Bloomberg Businessweek explored the use of swear words by CEOs of publicly owned companies. After a May 5 conference call with analysts in which the CEO of Scotts Miracle-Gro Co. used profanity then apologized, the magazine reviewed thousands of such calls since 2004 to see how often heads of companies swear publicly. The raw numbers actually aren’t that high—CEOs at companies that hold these calls have only used such words 254 times in the past decade. (For the curious, the S-word was used in three quarters of those cases.) What the author points out is that the use of swear words rose in the aftermath of the recession and ebbed as the economy became stronger. There may be a correlation there, but causation is difficult to conclude. The 254 swear words counted aren’t much, and the number could easily fluctuate with the addition of even one crude CEO at any relevant company. The data-based approach to covering potty talk definitely proves interesting, but the numbers don’t convincingly prove that the use of four-letter words is connected to the economic climate. As fun as this story and its accompanying infographic were, the overall project merits a DART.

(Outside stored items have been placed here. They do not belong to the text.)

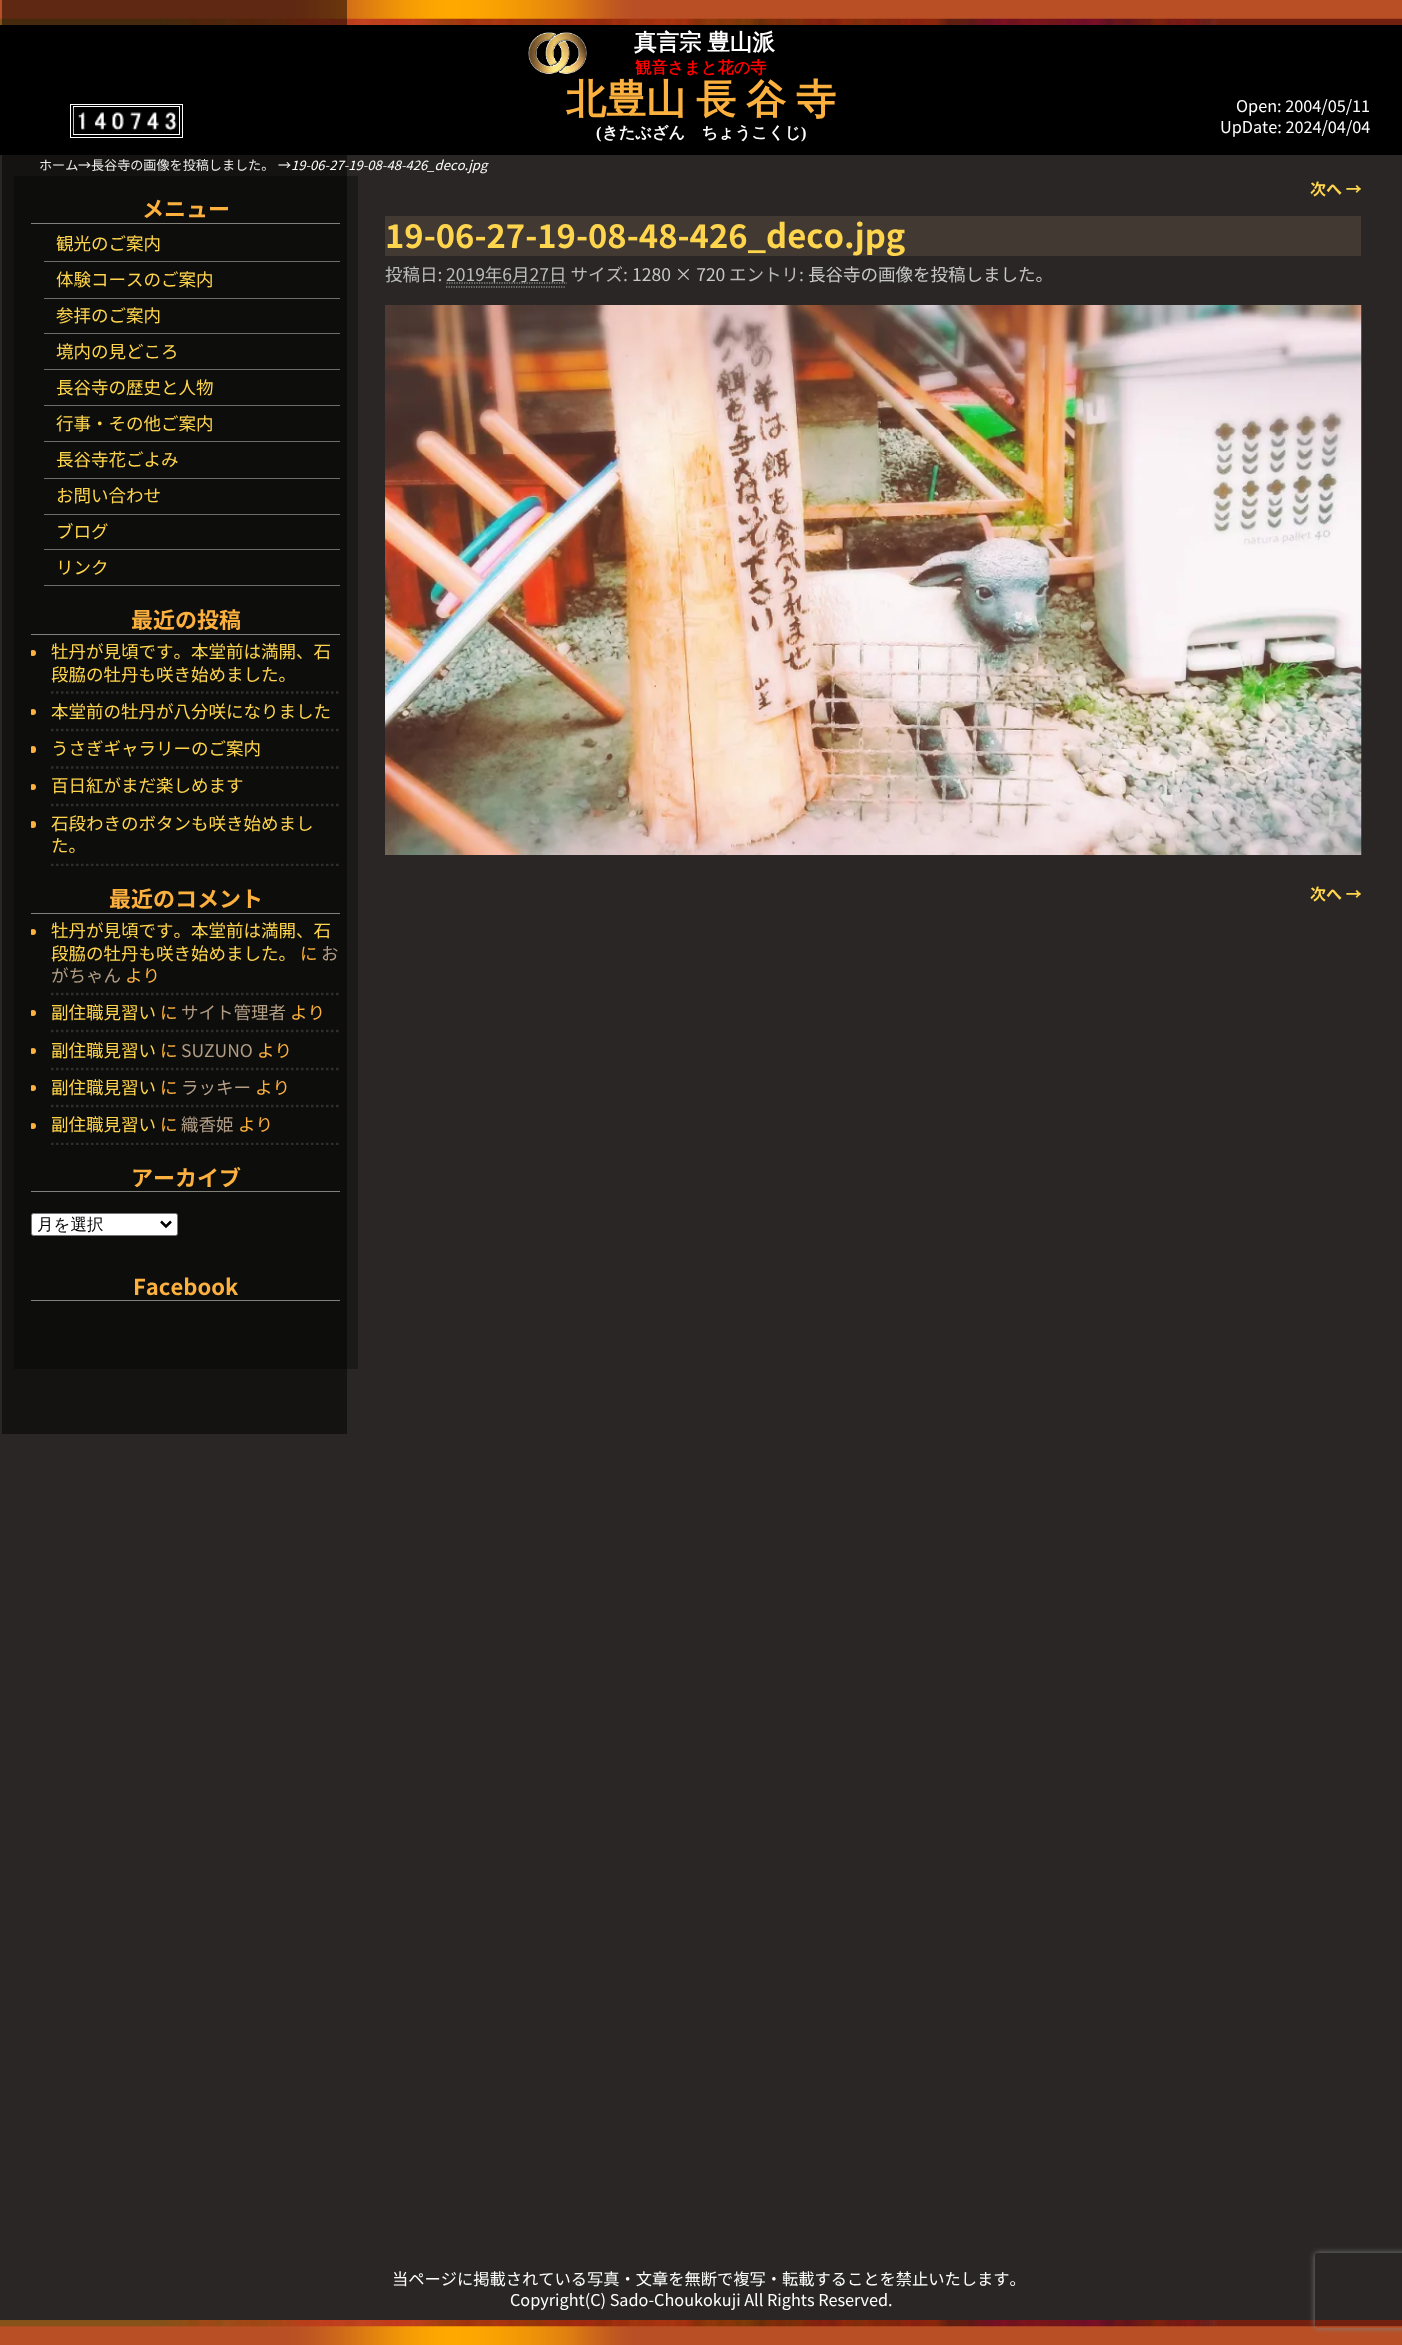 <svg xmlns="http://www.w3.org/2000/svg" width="1402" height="2345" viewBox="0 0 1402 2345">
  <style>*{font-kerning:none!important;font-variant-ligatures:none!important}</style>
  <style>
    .t1 { font: bold 22.5px WenQuanYi Zen Hei; fill: #fff; }
    .t2 { font: bold 16.25px WenQuanYi Zen Hei; fill: #f00; }
    .t3 { font: bold 40px WenQuanYi Zen Hei; fill: #fcb03e; }
    .t4 { font: bold 16.25px Liberation Serif; fill: #fff; }
    .t5 { font: bold 16.25px WenQuanYi Zen Hei; fill: #fff; }
    .t6 { font: 16.25px Noto Sans JP; fill: #fff; }
    .t7 { font: 13.1px Noto Sans JP; fill: #ebebeb; }
    .t8 { font: 13.1px Noto Sans JP; fill: #fff; }
    .t9 { font: italic 13.1px Noto Sans JP; fill: #fff; }
    .t10 { font: bold 22px Noto Sans JP; fill: #fcb03e; }
    .t11 { font: 17.5px Noto Sans JP; fill: #ffd54d; }
    .t12 { font: 17.5px Noto Sans JP; fill: #fcb03e; }
    .t13 { font: 17.5px Noto Sans JP; fill: #b29d85; }
    .t14 { font: 500 16.5px WenQuanYi Zen Hei; fill: #000; }
    .t15 { font: bold 16px Noto Sans JP; fill: #ffd54d; }
    .t16 { font: bold 32.75px Noto Sans JP; fill: #ffd54d; }
    .t17 { font: 17.5px Noto Sans JP; fill: #bbb; }
    .t18 { font: 17.5px Noto Sans JP; fill: #c7c7c7; }
  </style>
  <defs>
    <clipPath id="clip1"><rect x="31" y="586" width="309" height="280"/></clipPath>
    <clipPath id="clip2"><rect x="31" y="866" width="309" height="279"/></clipPath>
    <clipPath id="clip3"><path d="M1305 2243H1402V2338H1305ZM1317.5 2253H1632.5C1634 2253 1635 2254 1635 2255.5V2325.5C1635 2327 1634 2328 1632.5 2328H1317.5C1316 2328 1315 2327 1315 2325.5V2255.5C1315 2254 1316 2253 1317.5 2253Z" clip-rule="evenodd"/></clipPath>
  </defs>
  <rect width="100%" height="100%" fill="#292625"/>
  <image x="0" y="0" width="1402" height="19" href="images/1.png"/>
  <image x="0" y="18" width="1402" height="7" href="images/2.png"/>
  <rect x="0" y="25" width="1402" height="130" fill="#000"/>
  <rect x="2" y="0" width="345" height="1434" fill="#0000007d"/>
  <image x="528" y="32" width="59" height="42" href="images/3.png"/>
  <text x="634" y="50" word-spacing="-1" class="t1">真言宗 豊山派</text>
  <text x="635" y="73" class="t2">観音さまと花の寺</text>
  <rect x="70.5" y="104.5" width="112" height="33" fill="none" stroke="#fff"/>
  <rect x="73.5" y="106.5" width="106" height="28" fill="none" stroke="#fff"/>
  <image x="73" y="107" width="104" height="27" href="images/4.png"/>
  <text x="566" y="113" class="t3">北豊山</text>
  <text x="696" y="113" word-spacing="-2" class="t3">長 谷 寺</text>
  <text x="596" y="138" class="t4">(</text>
  <text x="602" y="138" class="t5">きたぶざん　ちょうこくじ</text>
  <text x="801" y="138" class="t4">)</text>
  <text x="1236" y="112" class="t6">Open: 2004/05/11</text>
  <text x="1220" y="133" class="t6">UpDate: 2024/04/04</text>
  <text x="39" y="170" class="t7">ホーム</text>
  <text x="78" y="170" class="t8">→</text>
  <text x="91" y="170" class="t7">長谷寺の画像を投稿しました。</text>
  <text x="278" y="170" class="t8">→</text>
  <text x="291" y="170" class="t9">19-06-27-19-08-48-426_deco.jpg</text>
  <rect x="14" y="176" width="344" height="1193" fill="#0000004d"/>
  <rect x="31" y="223" width="309" height="1" fill="#82807b"/>
  <text x="142" y="217" class="t10">メニュー</text>
  <rect x="44" y="261" width="296" height="1" fill="#6e6d6d"/>
  <text x="56" y="250" class="t11">観光のご案内</text>
  <rect x="44" y="298" width="296" height="1" fill="#6e6d6d"/>
  <text x="56" y="286" class="t11">体験コースのご案内</text>
  <rect x="44" y="333" width="296" height="1" fill="#6e6d6d"/>
  <text x="56" y="322" class="t11">参拝のご案内</text>
  <rect x="44" y="369" width="296" height="1" fill="#6e6d6d"/>
  <text x="56" y="358" class="t11">境内の見どころ</text>
  <rect x="44" y="405" width="296" height="1" fill="#6e6d6d"/>
  <text x="56" y="394" class="t11">長谷寺の歴史と人物</text>
  <rect x="44" y="441" width="296" height="1" fill="#6e6d6d"/>
  <text x="56" y="430" class="t11">行事・その他ご案内</text>
  <rect x="44" y="478" width="296" height="1" fill="#6e6d6d"/>
  <text x="56" y="466" class="t11">長谷寺花ごよみ</text>
  <rect x="44" y="514" width="296" height="1" fill="#6e6d6d"/>
  <text x="56" y="502" class="t11">お問い合わせ</text>
  <rect x="44" y="549" width="296" height="1" fill="#6e6d6d"/>
  <text x="56" y="538" class="t11">ブログ</text>
  <rect x="44" y="585" width="296" height="1" fill="#6e6d6d"/>
  <text x="56" y="574" class="t11">リンク</text>
  <rect x="31" y="634" width="309" height="1" fill="#82807b"/>
  <text x="131" y="628" class="t10">最近の投稿</text>
  <path d="M51 692.5H340" fill="none" stroke="#302f2d" stroke-width="2.5" stroke-dasharray="2.5 2.5"/>
  <g clip-path="url(#clip1)">
    <circle cx="33" cy="653" r="3" fill="#fcb03e"/>
  </g>
  <text x="51" y="658" class="t11">牡丹が見頃です。本堂前は満開、石</text>
  <text x="51" y="681" class="t11">段脇の牡丹も咲き始めました。</text>
  <path d="M51 730H340" fill="none" stroke="#302f2d" stroke-width="2.5" stroke-dasharray="2.5 2.5"/>
  <g clip-path="url(#clip1)">
    <circle cx="33" cy="712" r="3" fill="#fcb03e"/>
  </g>
  <text x="51" y="718" class="t11">本堂前の牡丹が八分咲になりました</text>
  <path d="M51 767.5H340" fill="none" stroke="#302f2d" stroke-width="2.5" stroke-dasharray="2.5 2.5"/>
  <g clip-path="url(#clip1)">
    <rect x="30" y="746" width="6" height="7" rx="3" fill="#fcb03e"/>
  </g>
  <text x="51" y="755" class="t11">うさぎギャラリーのご案内</text>
  <path d="M51 805H340" fill="none" stroke="#302f2d" stroke-width="2.5" stroke-dasharray="2.5 2.5"/>
  <g clip-path="url(#clip1)">
    <circle cx="33" cy="787" r="3" fill="#fcb03e"/>
  </g>
  <text x="51" y="792" class="t11">百日紅がまだ楽しめます</text>
  <g clip-path="url(#clip1)">
    <path d="M51 865H340" fill="none" stroke="#302f2d" stroke-width="2.5" stroke-dasharray="2.5 2.5"/>
    <rect x="30" y="821" width="6" height="7" rx="3" fill="#fcb03e"/>
  </g>
  <text x="51" y="830" class="t11">石段わきのボタンも咲き始めまし</text>
  <text x="51" y="852" class="t11">た。</text>
  <rect x="31" y="913" width="309" height="1" fill="#82807b"/>
  <text x="109" y="907" class="t10">最近のコメント</text>
  <path d="M51 994H340" fill="none" stroke="#302f2d" stroke-width="2.5" stroke-dasharray="2.5 2.5"/>
  <g clip-path="url(#clip2)">
    <circle cx="33" cy="932" r="3" fill="#fcb03e"/>
  </g>
  <text x="51" y="937" class="t11">牡丹が見頃です。本堂前は満開、石</text>
  <text x="51" y="960" class="t11">段脇の牡丹も咲き始めました。</text>
  <text x="300" y="960" class="t12">に</text>
  <text x="321" y="960" class="t13">お</text>
  <text x="51" y="982" class="t13">がちゃん</text>
  <text x="125" y="982" class="t12">より</text>
  <path d="M51 1031H340" fill="none" stroke="#302f2d" stroke-width="2.5" stroke-dasharray="2.5 2.5"/>
  <g clip-path="url(#clip2)">
    <circle cx="33" cy="1013" r="3" fill="#fcb03e"/>
  </g>
  <text x="51" y="1019" class="t11">副住職見習い</text>
  <text x="160" y="1019" class="t12">に</text>
  <text x="181" y="1019" class="t13">サイト管理者</text>
  <text x="290" y="1019" class="t12">より</text>
  <path d="M51 1069H340" fill="none" stroke="#302f2d" stroke-width="2.5" stroke-dasharray="2.5 2.5"/>
  <g clip-path="url(#clip2)">
    <circle cx="33" cy="1051" r="3" fill="#fcb03e"/>
  </g>
  <text x="51" y="1057" class="t11">副住職見習い</text>
  <text x="160" y="1057" class="t12">に</text>
  <text x="181" y="1057" class="t13">SUZUNO</text>
  <text x="257" y="1057" class="t12">より</text>
  <path d="M51 1106H340" fill="none" stroke="#302f2d" stroke-width="2.5" stroke-dasharray="2.5 2.5"/>
  <g clip-path="url(#clip2)">
    <circle cx="33" cy="1088" r="3" fill="#fcb03e"/>
  </g>
  <text x="51" y="1094" class="t11">副住職見習い</text>
  <text x="160" y="1094" class="t12">に</text>
  <text x="181" y="1094" class="t13">ラッキー</text>
  <text x="255" y="1094" class="t12">より</text>
  <g clip-path="url(#clip2)">
    <path d="M51 1144H340" fill="none" stroke="#302f2d" stroke-width="2.5" stroke-dasharray="2.5 2.5"/>
    <circle cx="33" cy="1126" r="3" fill="#fcb03e"/>
  </g>
  <text x="51" y="1131" class="t11">副住職見習い</text>
  <text x="160" y="1131" class="t12">に</text>
  <text x="181" y="1131" class="t13">織香姫</text>
  <text x="238" y="1131" class="t12">より</text>
  <rect x="31" y="1191" width="309" height="1" fill="#82807b"/>
  <text x="131" y="1186" class="t10">アーカイブ</text>
  <rect x="31.5" y="1213.5" width="146" height="22" rx="2" fill="#fff" stroke="#767676"/>
  <path d="M161 1221.5L166 1226.5L171 1221.5" fill="none" stroke="#000" stroke-width="2.5"/>
  <text x="37" y="1230" class="t14">月を選択</text>
  <rect x="31" y="1300" width="309" height="1" fill="#82807b"/>
  <text x="133" y="1295" class="t10">Facebook</text>
  <text x="1310" y="195" class="t15">次へ →</text>
  <rect x="385" y="216" width="976" height="40" fill="#423a32"/>
  <text x="385" y="248" class="t16">19-06-27-19-08-48-426_deco.jpg</text>
  <text x="385" y="281" class="t17">投稿日:</text>
  <path d="M446.5 283H567" fill="none" stroke="#bbb" stroke-width="1.2" stroke-dasharray="1.25 1.25"/>
  <text x="446" y="281" class="t17">2019年6月27日 サイズ:</text>
  <path d="M446 287H566" fill="none" stroke="#bbb" stroke-width="1.2" stroke-dasharray="1.25 1.25"/>
  <text x="632" y="281" class="t18">1280 × 720</text>
  <text x="729" y="281" class="t17">エントリ:</text>
  <text x="808" y="281" class="t18">長谷寺の画像を投稿しました。</text>
  <image x="385" y="305" width="977" height="550" href="images/5.png"/>
  <text x="1310" y="900" class="t15">次へ →</text>
  <text x="392" y="2285" class="t6">当ページに掲載されている写真・文章を無断で複写・転載することを禁止いたします。</text>
  <text x="510" y="2306" class="t6">Copyright(C) Sado-Choukokuji All Rights Reserved.</text>
  <image x="0" y="2326" width="1402" height="19" href="images/1.png"/>
  <image x="0" y="2320" width="1402" height="7" href="images/6.png"/>
  <g clip-path="url(#clip3)">
    <rect x="1315" y="2253" width="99" height="75" rx="2.5" fill="#808080" filter="blur(3px)"/>
  </g>
</svg>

Last week, a Time magazine piece reported that the federal government is seeking bids to overhaul the White House bowling alley. After an ensuing uproar about the potential cost led the plans to be dropped, The Washington Post’s Wonkblog worked to find out how bowling’s popularity might have changed and where in America that popularity might be strongest. Two line graphs show that bowling popularity has dwindled over the years: a Google Trends graph and a graph culling business data from the census from 1986 to 2012. On the question of where bowling is popular, Wonkblog created an interactive map that offers two ways of visualizing the number of bowling centers in each American county: the actual count and the number of bowling alleys per capita. The maps created for this story illustrate that while Los Angeles County may have the most places to bowl, the true center of bowling popularity is in the center of the country, where there are more places to bowl per person. Offering both versions of this data helps illustrate something often missing in data journalism—raw numbers can be interesting, but comparisons can only be done by accounting for differences, in this case population. A LAUREL to Wonkblog for taking that into account.
In the last several weeks, there has been quite a bit of coverage of the 52,000 migrant Central American children who have crossed the United States border since October. In an explainer feature, The New York Times’ Haeyoun Park sliced the data to show where the children came from, where they got through the border, and when they reached the United States, accompanied by multiple clear maps and graphs. This piece gets a LAUREL for using data in an effective and comprehensive way to inform readers.